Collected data
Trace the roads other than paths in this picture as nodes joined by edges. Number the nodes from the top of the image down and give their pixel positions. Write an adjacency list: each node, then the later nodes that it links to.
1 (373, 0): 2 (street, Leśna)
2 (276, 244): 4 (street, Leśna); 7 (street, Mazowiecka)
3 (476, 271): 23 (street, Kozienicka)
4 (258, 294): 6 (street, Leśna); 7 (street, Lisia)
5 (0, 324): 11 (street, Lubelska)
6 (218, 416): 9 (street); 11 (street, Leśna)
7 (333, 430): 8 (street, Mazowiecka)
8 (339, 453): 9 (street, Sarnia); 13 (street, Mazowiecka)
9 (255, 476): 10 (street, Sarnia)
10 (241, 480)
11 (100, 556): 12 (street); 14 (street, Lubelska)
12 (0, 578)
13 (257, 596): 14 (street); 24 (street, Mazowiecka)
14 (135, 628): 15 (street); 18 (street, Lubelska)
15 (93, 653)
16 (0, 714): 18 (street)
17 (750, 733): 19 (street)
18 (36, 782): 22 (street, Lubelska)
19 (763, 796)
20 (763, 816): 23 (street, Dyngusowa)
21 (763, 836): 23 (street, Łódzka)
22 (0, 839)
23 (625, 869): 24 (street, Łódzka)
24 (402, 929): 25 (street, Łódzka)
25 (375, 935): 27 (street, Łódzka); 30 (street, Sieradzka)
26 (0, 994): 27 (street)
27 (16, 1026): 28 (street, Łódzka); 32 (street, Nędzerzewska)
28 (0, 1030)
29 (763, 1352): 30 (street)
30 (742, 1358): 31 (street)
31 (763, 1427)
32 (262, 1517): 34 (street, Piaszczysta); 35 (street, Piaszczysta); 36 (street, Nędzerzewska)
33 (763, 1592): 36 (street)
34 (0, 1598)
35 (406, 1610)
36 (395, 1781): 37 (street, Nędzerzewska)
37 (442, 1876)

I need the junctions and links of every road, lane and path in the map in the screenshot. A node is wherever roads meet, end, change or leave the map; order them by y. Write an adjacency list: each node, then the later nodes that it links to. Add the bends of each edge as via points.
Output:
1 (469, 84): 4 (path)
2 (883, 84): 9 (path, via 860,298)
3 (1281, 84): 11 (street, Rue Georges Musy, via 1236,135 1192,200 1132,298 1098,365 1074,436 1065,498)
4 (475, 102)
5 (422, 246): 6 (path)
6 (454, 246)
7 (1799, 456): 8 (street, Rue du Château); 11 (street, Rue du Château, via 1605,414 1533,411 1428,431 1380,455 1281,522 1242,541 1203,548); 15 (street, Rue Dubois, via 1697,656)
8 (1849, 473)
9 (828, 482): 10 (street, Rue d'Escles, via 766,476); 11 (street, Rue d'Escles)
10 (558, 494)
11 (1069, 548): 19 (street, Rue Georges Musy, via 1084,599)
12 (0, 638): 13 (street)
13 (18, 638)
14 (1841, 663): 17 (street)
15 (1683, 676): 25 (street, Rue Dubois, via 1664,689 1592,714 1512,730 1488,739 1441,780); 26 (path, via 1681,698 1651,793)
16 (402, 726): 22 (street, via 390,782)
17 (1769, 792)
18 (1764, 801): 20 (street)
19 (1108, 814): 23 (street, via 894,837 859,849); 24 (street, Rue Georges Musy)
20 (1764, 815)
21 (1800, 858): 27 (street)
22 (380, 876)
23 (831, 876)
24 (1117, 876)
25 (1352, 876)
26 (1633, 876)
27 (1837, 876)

== What you should do ==
Give back the data above, repeating every record exactly.

== Output below ==
Trace the roads other than paths in this picture as nodes joined by edges. Number the nodes from the top of the image down and give their pixel positions. Write an adjacency list: each node, then the later nodes that it links to.
1 (373, 0): 2 (street, Leśna)
2 (276, 244): 4 (street, Leśna); 7 (street, Mazowiecka)
3 (476, 271): 23 (street, Kozienicka)
4 (258, 294): 6 (street, Leśna); 7 (street, Lisia)
5 (0, 324): 11 (street, Lubelska)
6 (218, 416): 9 (street); 11 (street, Leśna)
7 (333, 430): 8 (street, Mazowiecka)
8 (339, 453): 9 (street, Sarnia); 13 (street, Mazowiecka)
9 (255, 476): 10 (street, Sarnia)
10 (241, 480)
11 (100, 556): 12 (street); 14 (street, Lubelska)
12 (0, 578)
13 (257, 596): 14 (street); 24 (street, Mazowiecka)
14 (135, 628): 15 (street); 18 (street, Lubelska)
15 (93, 653)
16 (0, 714): 18 (street)
17 (750, 733): 19 (street)
18 (36, 782): 22 (street, Lubelska)
19 (763, 796)
20 (763, 816): 23 (street, Dyngusowa)
21 (763, 836): 23 (street, Łódzka)
22 (0, 839)
23 (625, 869): 24 (street, Łódzka)
24 (402, 929): 25 (street, Łódzka)
25 (375, 935): 27 (street, Łódzka); 30 (street, Sieradzka)
26 (0, 994): 27 (street)
27 (16, 1026): 28 (street, Łódzka); 32 (street, Nędzerzewska)
28 (0, 1030)
29 (763, 1352): 30 (street)
30 (742, 1358): 31 (street)
31 (763, 1427)
32 (262, 1517): 34 (street, Piaszczysta); 35 (street, Piaszczysta); 36 (street, Nędzerzewska)
33 (763, 1592): 36 (street)
34 (0, 1598)
35 (406, 1610)
36 (395, 1781): 37 (street, Nędzerzewska)
37 (442, 1876)

I need the junctions and links of every road, lane and path in the map in the screenshot. A node is wherever roads meet, end, change or leave the map; order them by y. Write an adjacency list: each node, then the later nodes that it links to. Add the bends of each edge as via points.
Output:
1 (469, 84): 4 (path)
2 (883, 84): 9 (path, via 860,298)
3 (1281, 84): 11 (street, Rue Georges Musy, via 1236,135 1192,200 1132,298 1098,365 1074,436 1065,498)
4 (475, 102)
5 (422, 246): 6 (path)
6 (454, 246)
7 (1799, 456): 8 (street, Rue du Château); 11 (street, Rue du Château, via 1605,414 1533,411 1428,431 1380,455 1281,522 1242,541 1203,548); 15 (street, Rue Dubois, via 1697,656)
8 (1849, 473)
9 (828, 482): 10 (street, Rue d'Escles, via 766,476); 11 (street, Rue d'Escles)
10 (558, 494)
11 (1069, 548): 19 (street, Rue Georges Musy, via 1084,599)
12 (0, 638): 13 (street)
13 (18, 638)
14 (1841, 663): 17 (street)
15 (1683, 676): 25 (street, Rue Dubois, via 1664,689 1592,714 1512,730 1488,739 1441,780); 26 (path, via 1681,698 1651,793)
16 (402, 726): 22 (street, via 390,782)
17 (1769, 792)
18 (1764, 801): 20 (street)
19 (1108, 814): 23 (street, via 894,837 859,849); 24 (street, Rue Georges Musy)
20 (1764, 815)
21 (1800, 858): 27 (street)
22 (380, 876)
23 (831, 876)
24 (1117, 876)
25 (1352, 876)
26 (1633, 876)
27 (1837, 876)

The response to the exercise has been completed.